Henry Jack leads the way. I try to be silent, and I guess Queenie Grace is being as quiet as possible for such a gigantic creature. She moves fast, swinging her trunk back and forth, a little grin on her lips. If you could call them lips, that is. Her breathing snuffles loud in the night; her weight moves the earth. It looks like she swivels her hips, as if she’s doing an elephant tango. We actually managed to get the howdah on her back, with the help of one of Grandpa’s old stepladders.

“She looks sassy,” I say. “Happy.”

“She is happy,” Henry Jack responds. “Aren’t you?”

“Not exactly. There’s got to be a better way to save Queenie Grace.”

“Well, when you come up with it,” says Henry Jack, “you just let me know.”

We pass trailers all lit up with Christmas lights, and others dark and quiet. I catch a glimpse of a lady wearing a long white nightgown in a lit-up window, and another in a robe. It smells like summertime. We pass by the abandoned Ferris wheel, silhouetted against the nighttime sky, and there’s the spooky sound of old-fashioned carousel music coming from out of nowhere.

“That old carousel actually works?” I whisper to Henry Jack.

“Sometimes,” says Henry Jack, “it just starts up all by itself.”

I shiver.

“That’s creepy,” I say. “Maybe it’s haunted.”

“Well, ghosts aren’t what we need to be afraid of,” says Henry Jack. “It’s some of the living people who are the scariest. Like Charlie and Mike.”

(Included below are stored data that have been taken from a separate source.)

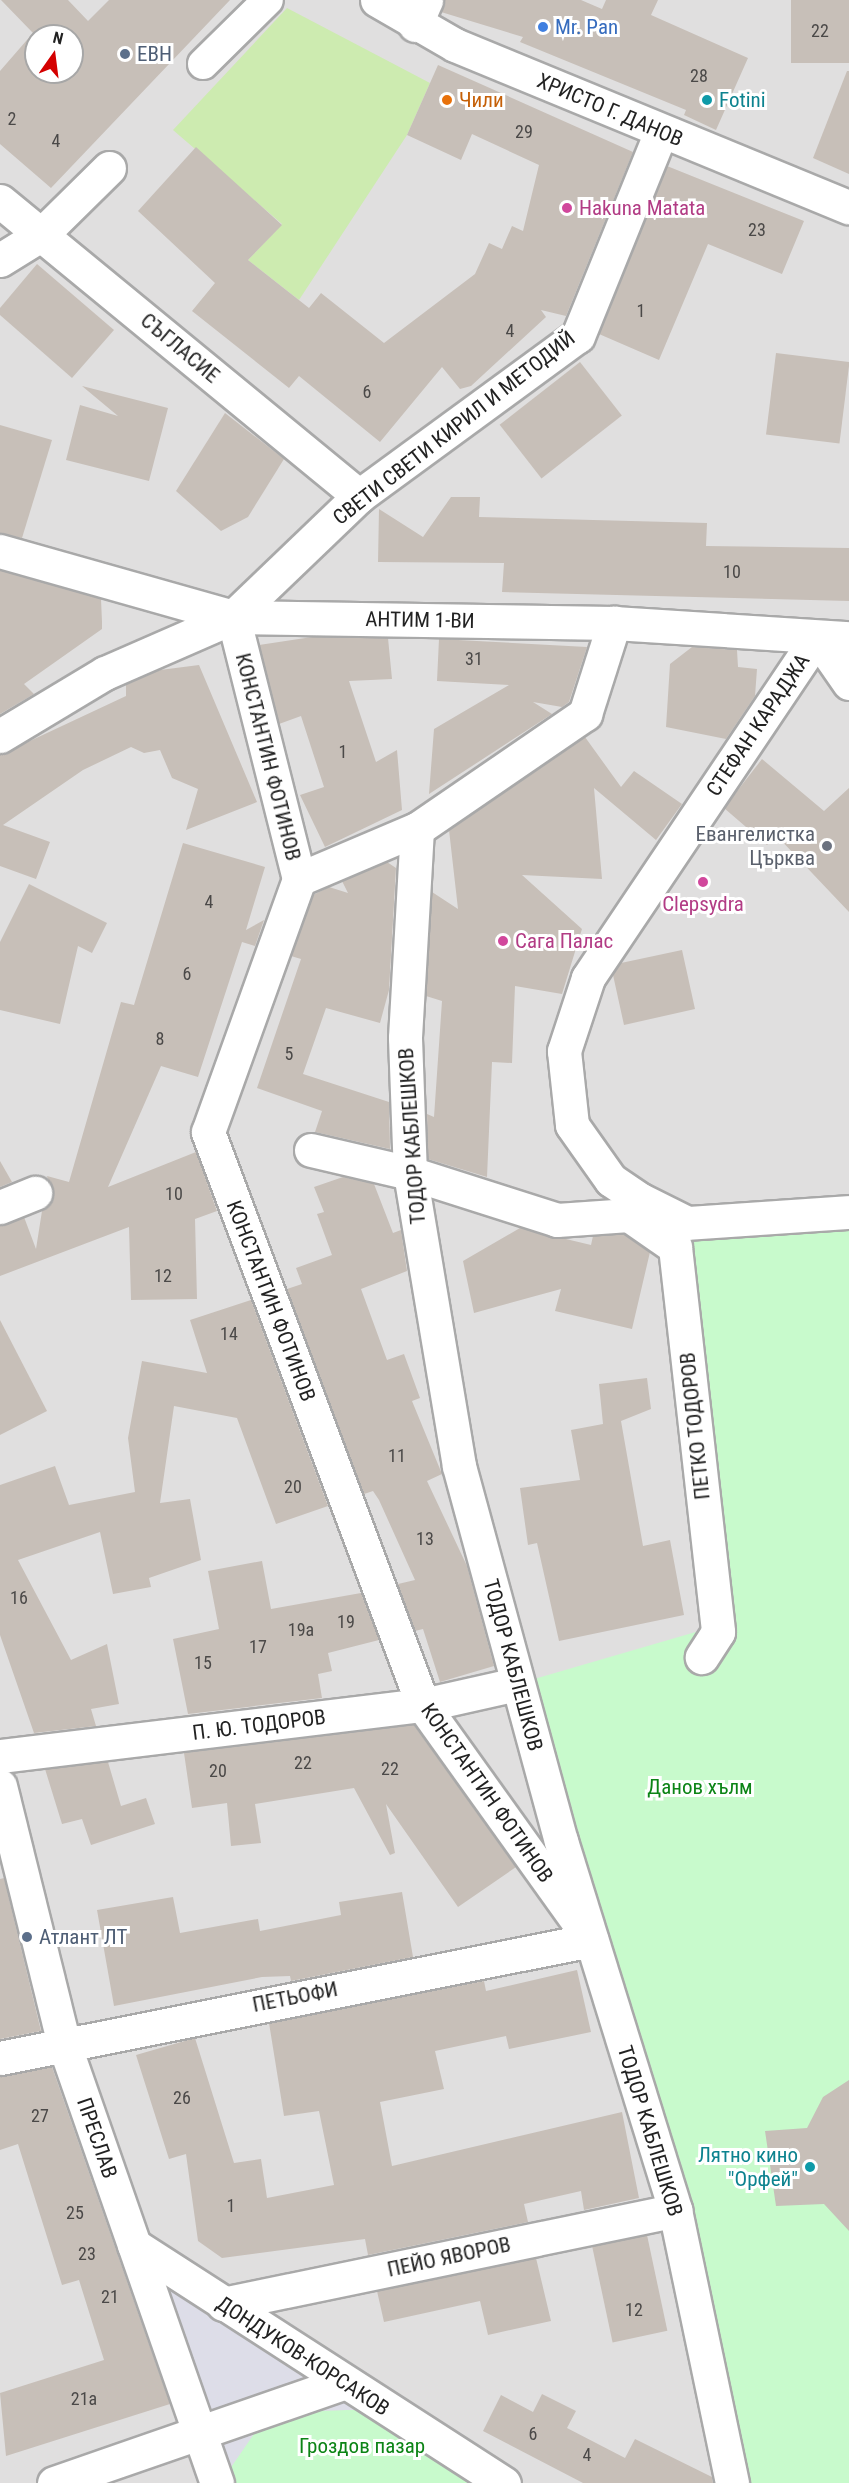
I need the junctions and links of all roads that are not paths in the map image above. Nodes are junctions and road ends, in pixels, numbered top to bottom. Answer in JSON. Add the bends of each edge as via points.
{"nodes":[{"id":1,"x":268,"y":0,"type":"edge"},
{"id":2,"x":377,"y":0,"type":"edge"},
{"id":3,"x":421,"y":13,"type":"edge"},
{"id":4,"x":203,"y":64,"type":"dead end"},
{"id":5,"x":661,"y":132,"type":"junction"},
{"id":6,"x":109,"y":168,"type":"dead end"},
{"id":7,"x":0,"y":201,"type":"edge"},
{"id":8,"x":849,"y":207,"type":"edge"},
{"id":9,"x":42,"y":234,"type":"junction"},
{"id":10,"x":0,"y":260,"type":"edge"},
{"id":11,"x":359,"y":496,"type":"junction"},
{"id":12,"x":0,"y":551,"type":"edge"},
{"id":13,"x":233,"y":617,"type":"junction"},
{"id":14,"x":614,"y":623,"type":"junction"},
{"id":15,"x":817,"y":637,"type":"junction"},
{"id":16,"x":849,"y":638,"type":"edge"},
{"id":17,"x":849,"y":683,"type":"edge"},
{"id":18,"x":0,"y":736,"type":"edge"},
{"id":19,"x":417,"y":829,"type":"junction"},
{"id":20,"x":299,"y":879,"type":"junction"},
{"id":21,"x":311,"y":1150,"type":"dead end"},
{"id":22,"x":410,"y":1173,"type":"junction"},
{"id":23,"x":35,"y":1193,"type":"dead end"},
{"id":24,"x":0,"y":1206,"type":"edge"},
{"id":25,"x":849,"y":1212,"type":"edge"},
{"id":26,"x":702,"y":1657,"type":"dead end"},
{"id":27,"x":517,"y":1684,"type":"junction"},
{"id":28,"x":423,"y":1705,"type":"junction"},
{"id":29,"x":0,"y":1756,"type":"edge"},
{"id":30,"x":0,"y":1786,"type":"edge"},
{"id":31,"x":591,"y":1940,"type":"junction"},
{"id":32,"x":63,"y":2041,"type":"junction"},
{"id":33,"x":0,"y":2058,"type":"edge"},
{"id":34,"x":675,"y":2210,"type":"junction"},
{"id":35,"x":134,"y":2245,"type":"junction"},
{"id":36,"x":223,"y":2304,"type":"junction"},
{"id":37,"x":343,"y":2383,"type":"junction"},
{"id":38,"x":202,"y":2436,"type":"junction"},
{"id":39,"x":54,"y":2483,"type":"edge"},
{"id":40,"x":217,"y":2483,"type":"edge"},
{"id":41,"x":504,"y":2483,"type":"edge"},
{"id":42,"x":732,"y":2483,"type":"edge"}],
"edges":[{"from":1,"to":4,"type":"street"},
{"from":2,"to":3,"type":"street","name":"ХРИСТО Г. ДАНОВ"},
{"from":3,"to":5,"type":"street","name":"ХРИСТО Г. ДАНОВ"},
{"from":5,"to":8,"type":"street","name":"ХРИСТО Г. ДАНОВ"},
{"from":5,"to":11,"type":"street","name":"СВЕТИ СВЕТИ КИРИЛ И МЕТОДИЙ","via":[[578,336]]},
{"from":6,"to":9,"type":"street"},
{"from":7,"to":9,"type":"street","name":"СЪГЛАСИЕ"},
{"from":9,"to":10,"type":"street"},
{"from":9,"to":11,"type":"street","name":"СЪГЛАСИЕ"},
{"from":11,"to":13,"type":"street","name":"СВЕТИ СВЕТИ КИРИЛ И МЕТОДИЙ"},
{"from":12,"to":13,"type":"street","name":"АНТИМ 1-ВИ"},
{"from":13,"to":14,"type":"street","name":"АНТИМ 1-ВИ"},
{"from":13,"to":18,"type":"street","name":"СВЕТИ СВЕТИ КИРИЛ И МЕТОДИЙ","via":[[105,673]]},
{"from":13,"to":20,"type":"street","name":"КОНСТАНТИН ФОТИНОВ"},
{"from":14,"to":15,"type":"street","name":"АНТИМ 1-ВИ"},
{"from":14,"to":19,"type":"street","via":[[585,714]]},
{"from":15,"to":16,"type":"street","name":"АНТИМ 1-ВИ"},
{"from":15,"to":17,"type":"street"},
{"from":15,"to":25,"type":"street","name":"СТЕФАН КАРАДЖА","via":[[588,978],[564,1051],[572,1125],[604,1171],[641,1200],[687,1222]]},
{"from":19,"to":20,"type":"street"},
{"from":19,"to":22,"type":"street","name":"ТОДОР КАБЛЕШКОВ","via":[[405,1038]]},
{"from":20,"to":28,"type":"street","name":"КОНСТАНТИН ФОТИНОВ","via":[[208,1132]]},
{"from":21,"to":22,"type":"street"},
{"from":22,"to":26,"type":"street","name":"ПЕТКО ТОДОРОВ","via":[[557,1220],[629,1215],[675,1247],[718,1632]]},
{"from":22,"to":27,"type":"street","name":"ТОДОР КАБЛЕШКОВ","via":[[459,1466]]},
{"from":23,"to":24,"type":"street"},
{"from":27,"to":28,"type":"street","name":"П. Ю. ТОДОРОВ"},
{"from":27,"to":31,"type":"street","name":"ТОДОР КАБЛЕШКОВ"},
{"from":28,"to":29,"type":"street","name":"П. Ю. ТОДОРОВ"},
{"from":28,"to":31,"type":"street","name":"КОНСТАНТИН ФОТИНОВ"},
{"from":30,"to":32,"type":"street","name":"ПРЕСЛАВ"},
{"from":31,"to":32,"type":"street","name":"ПЕТЬОФИ"},
{"from":31,"to":34,"type":"street","name":"ТОДОР КАБЛЕШКОВ"},
{"from":32,"to":33,"type":"street","name":"ПЕТЬОФИ"},
{"from":32,"to":35,"type":"street","name":"ПРЕСЛАВ"},
{"from":34,"to":36,"type":"street","name":"ПЕЙО ЯВОРОВ"},
{"from":34,"to":42,"type":"street","name":"ТОДОР КАБЛЕШКОВ"},
{"from":35,"to":36,"type":"street","name":"ДОНДУКОВ-КОРСАКОВ"},
{"from":35,"to":38,"type":"street","name":"ПРЕСЛАВ"},
{"from":36,"to":37,"type":"street","name":"ДОНДУКОВ-КОРСАКОВ"},
{"from":37,"to":38,"type":"street"},
{"from":37,"to":41,"type":"street","name":"ДОНДУКОВ-КОРСАКОВ"},
{"from":38,"to":39,"type":"street"},
{"from":38,"to":40,"type":"street","name":"ПРЕСЛАВ"}]}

“Okay,” I say, “you’re freaking me out. Let’s change the subject now.”

“Okay. We’ll chat about running away.”

“Or not.”

We walk and walk, Queenie Grace lumbering between us, out of Gibtown, until there’s hard highway beneath our feet.

“Jeez,” I say. “That was easy.”

“Nothing’s easy,” says Henry Jack. “It’s not like it’s over yet. Not over till the fat lady sings, Mom always says.”

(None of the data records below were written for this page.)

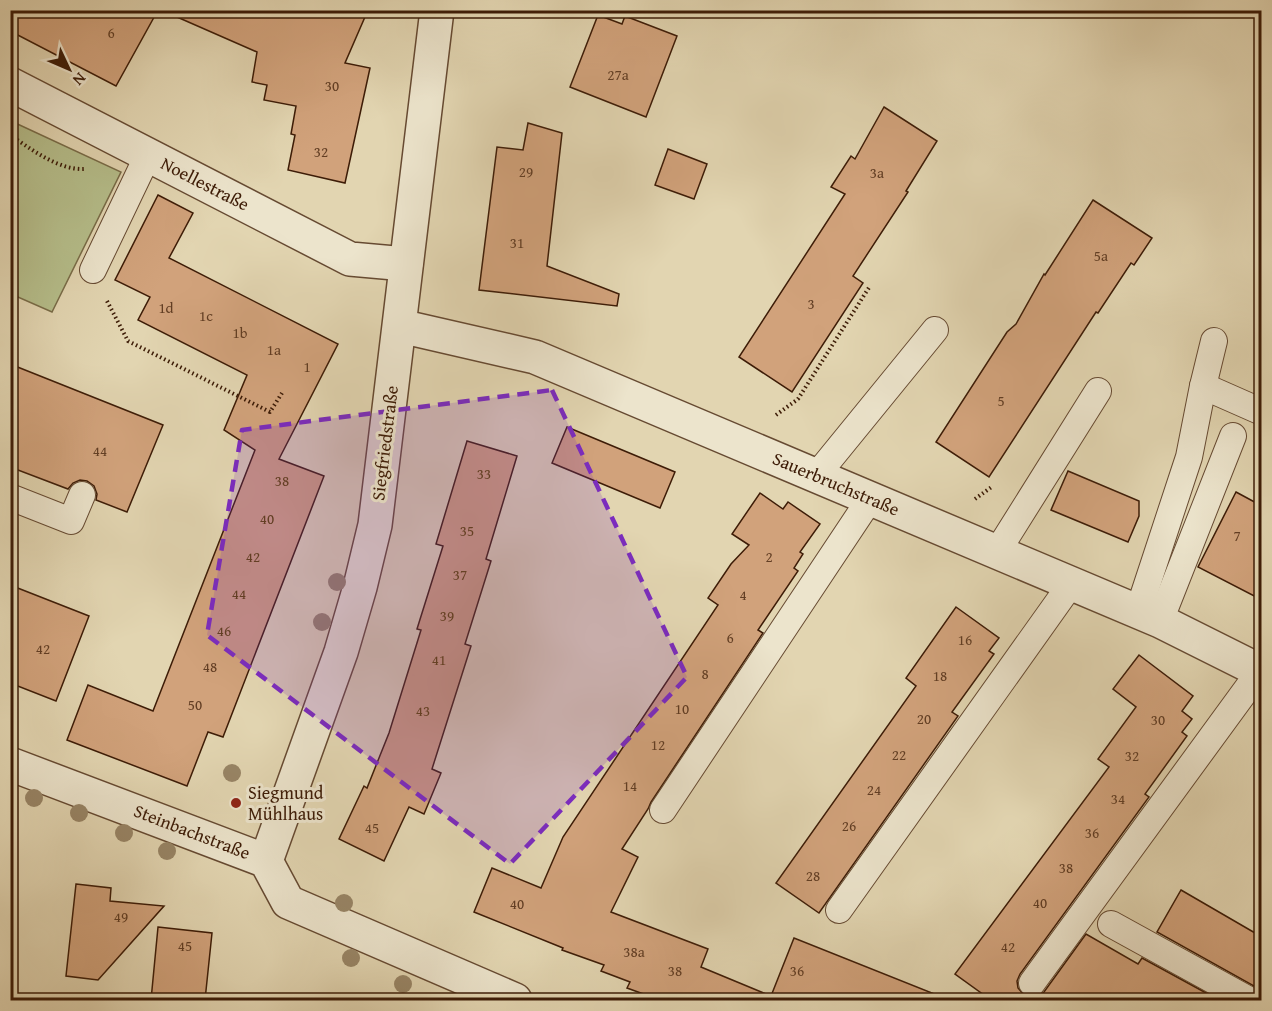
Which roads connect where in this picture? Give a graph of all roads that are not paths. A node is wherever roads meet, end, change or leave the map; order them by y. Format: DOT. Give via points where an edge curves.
graph roads {
  1 [pos="437,10"];
  2 [pos="10,84"];
  3 [pos="148,155"];
  4 [pos="406,264"];
  5 [pos="93,270"];
  6 [pos="400,326"];
  7 [pos="935,330"];
  8 [pos="1214,341"];
  9 [pos="1203,386"];
  10 [pos="1098,391"];
  11 [pos="1262,412"];
  12 [pos="1233,436"];
  13 [pos="816,476"];
  14 [pos="10,478"];
  15 [pos="10,487"];
  16 [pos="82,495"];
  17 [pos="10,497"];
  18 [pos="870,499"];
  19 [pos="997,552"];
  20 [pos="1071,584"];
  21 [pos="1149,616"];
  22 [pos="1261,671"];
  23 [pos="10,764"];
  24 [pos="663,810"];
  25 [pos="266,861"];
  26 [pos="839,910"];
  27 [pos="1111,924"];
  28 [pos="1032,983"];
  29 [pos="480,993"];
  30 [pos="515,1000"];
  31 [pos="1249,1000"];
  1 -- 4 [label="street, Siegfriedstraße"];
  2 -- 3 [label="street, Noellestraße"];
  3 -- 4 [label="street, Noellestraße" via="350,259"];
  3 -- 5 [label="lane"];
  4 -- 6 [label="street, Siegfriedstraße"];
  6 -- 13 [label="street, Sauerbruchstraße" via="535,357"];
  6 -- 25 [label="street, Siegfriedstraße" via="375,525 360,587 341,652"];
  7 -- 13 [label="lane"];
  8 -- 9 [label="lane"];
  9 -- 11 [label="lane"];
  9 -- 21 [label="lane"];
  10 -- 19 [label="lane"];
  12 -- 21 [label="lane"];
  13 -- 18 [label="street, Sauerbruchstraße"];
  14 -- 15 [label="lane" via="14,479"];
  16 -- 17 [label="lane" via="71,521"];
  18 -- 19 [label="street, Sauerbruchstraße"];
  18 -- 24 [label="lane"];
  19 -- 20 [label="street, Sauerbruchstraße"];
  20 -- 21 [label="street, Sauerbruchstraße"];
  20 -- 26 [label="lane"];
  21 -- 22 [label="street, Sauerbruchstraße"];
  22 -- 28 [label="lane"];
  23 -- 25 [label="street, Steinbachstraße"];
  25 -- 29 [label="street, Steinbachstraße" via="288,902"];
  27 -- 31 [label="lane"];
  29 -- 30 [label="street, Steinbachstraße"];
}
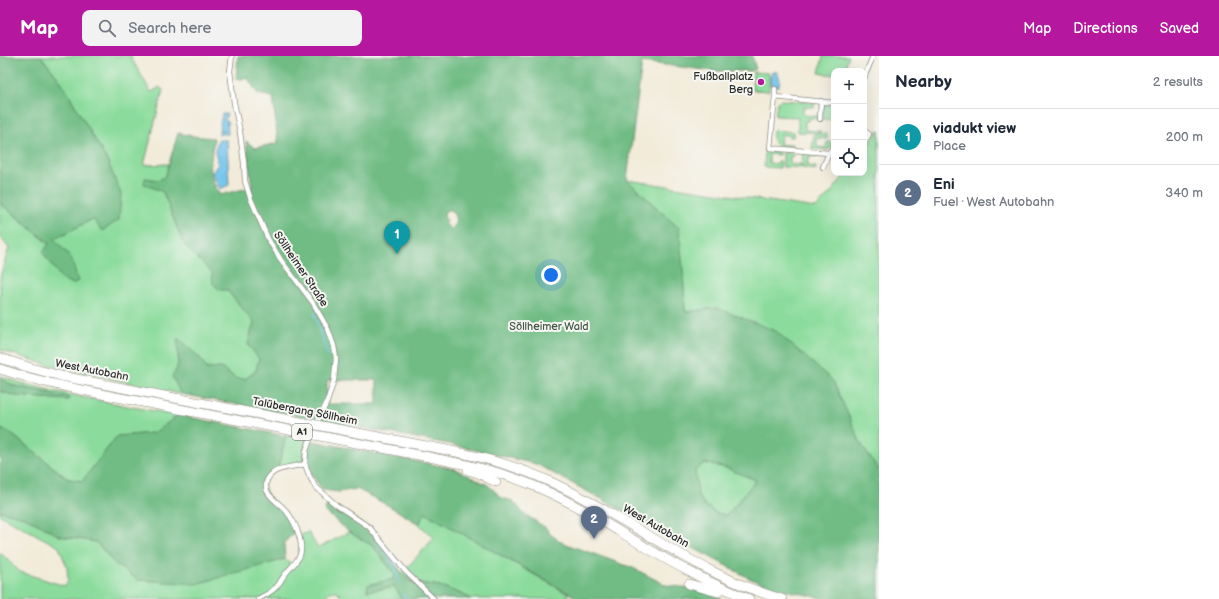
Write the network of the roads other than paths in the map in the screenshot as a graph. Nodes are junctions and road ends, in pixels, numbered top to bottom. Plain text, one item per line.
1 (232, 56) edge
2 (873, 56) edge
3 (867, 71) edge
4 (775, 89) dead end
5 (775, 97) junction
6 (821, 101) junction
7 (831, 103) edge
8 (820, 119) dead end
9 (831, 150) edge
10 (829, 153) junction
11 (823, 167) dead end
12 (0, 358) edge
13 (0, 369) edge
14 (180, 404) junction
15 (426, 446) joint
16 (424, 456) joint
17 (449, 461) junction
18 (305, 464) junction
19 (496, 482) dead end
20 (689, 584) dead end
21 (730, 592) junction
22 (258, 599) edge
23 (434, 599) edge
24 (749, 599) edge
25 (782, 599) edge

1 - 18 street, Söllheimer Straße
2 - 3 street
4 - 5 street
5 - 6 street
5 - 10 street
6 - 7 street
6 - 8 street
9 - 10 street
10 - 11 street
12 - 14 highway, West Autobahn / A1
13 - 14 highway, West Autobahn / A1
14 - 15 highway, Talübergang Söllheim / A1, bridge
14 - 16 highway, Talübergang Söllheim / A1, bridge
15 - 25 highway, West Autobahn / A1
16 - 17 highway, West Autobahn / A1
17 - 19 highway
17 - 21 highway, West Autobahn / A1
18 - 22 street
18 - 23 street
20 - 21 highway
21 - 24 highway, West Autobahn / A1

Queenie Grace makes a little sound, as if she’s laughing.

“She has a great sense of humor,” I say.

“That’s what my mom always says, too,” replies Henry Jack. “She says Queenie Grace is the most human elephant she ever met.”

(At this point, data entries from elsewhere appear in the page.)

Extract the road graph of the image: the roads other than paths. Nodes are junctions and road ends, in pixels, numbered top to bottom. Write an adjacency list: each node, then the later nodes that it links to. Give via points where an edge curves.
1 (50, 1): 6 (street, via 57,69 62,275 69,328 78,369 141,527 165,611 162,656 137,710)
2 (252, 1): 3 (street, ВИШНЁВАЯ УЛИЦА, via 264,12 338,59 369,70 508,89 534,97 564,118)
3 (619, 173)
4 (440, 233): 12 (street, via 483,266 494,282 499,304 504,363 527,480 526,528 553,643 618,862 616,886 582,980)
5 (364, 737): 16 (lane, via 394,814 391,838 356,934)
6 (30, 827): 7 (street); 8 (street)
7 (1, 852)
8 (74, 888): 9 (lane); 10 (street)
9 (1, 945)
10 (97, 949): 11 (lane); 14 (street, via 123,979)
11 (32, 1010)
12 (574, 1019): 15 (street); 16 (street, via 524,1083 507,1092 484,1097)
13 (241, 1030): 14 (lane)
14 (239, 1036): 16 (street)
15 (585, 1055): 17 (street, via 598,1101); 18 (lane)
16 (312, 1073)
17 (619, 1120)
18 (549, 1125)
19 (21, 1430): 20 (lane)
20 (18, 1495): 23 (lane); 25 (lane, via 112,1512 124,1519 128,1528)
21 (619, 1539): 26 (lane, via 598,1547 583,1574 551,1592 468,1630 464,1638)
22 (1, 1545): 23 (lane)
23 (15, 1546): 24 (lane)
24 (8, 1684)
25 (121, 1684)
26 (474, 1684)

“It’s true,” I say. “She’s more human than some people I know.”

Henry Jack snickers.

“True,” he says.

“So, where are we going, anyway?” I ask.

“You’re too full of questions,” Henry Jack says. “Sometimes it’s better to just follow the stars without talking so much, like the Wise Men. Especially when you’re with somebody who knows what he’s doing and knows where he’s going.”

“You’re awfully sure of yourself,” I say.

“Hey,” says Henry Jack, “when you’re born with alligator skin, you learn how to be strong.”

We trudge on and on, off the highway and onto a dark fairy-tale trail through woods. Briars scratch my arms; limbs snap at my face. I’m tired, I’m hungry, I’m thirsty, I’m scared, I’m hot.

I’m wheezing; breathing sure isn’t easy. I might die.

Queenie Grace looks at me, as if she’s reading my mind. I feel the nuzzle of her trunk against my leg. She reminds me of Donna on the airplane: just giving me a little touch to let me know that everything will be okay. Queenie Grace is starting to feel almost like a lady to me, an old, quiet, and kind lady, maybe a spiritual adviser like Miss Donna.

Maybe Queenie Grace is a human communicator: she figures out the souls of people.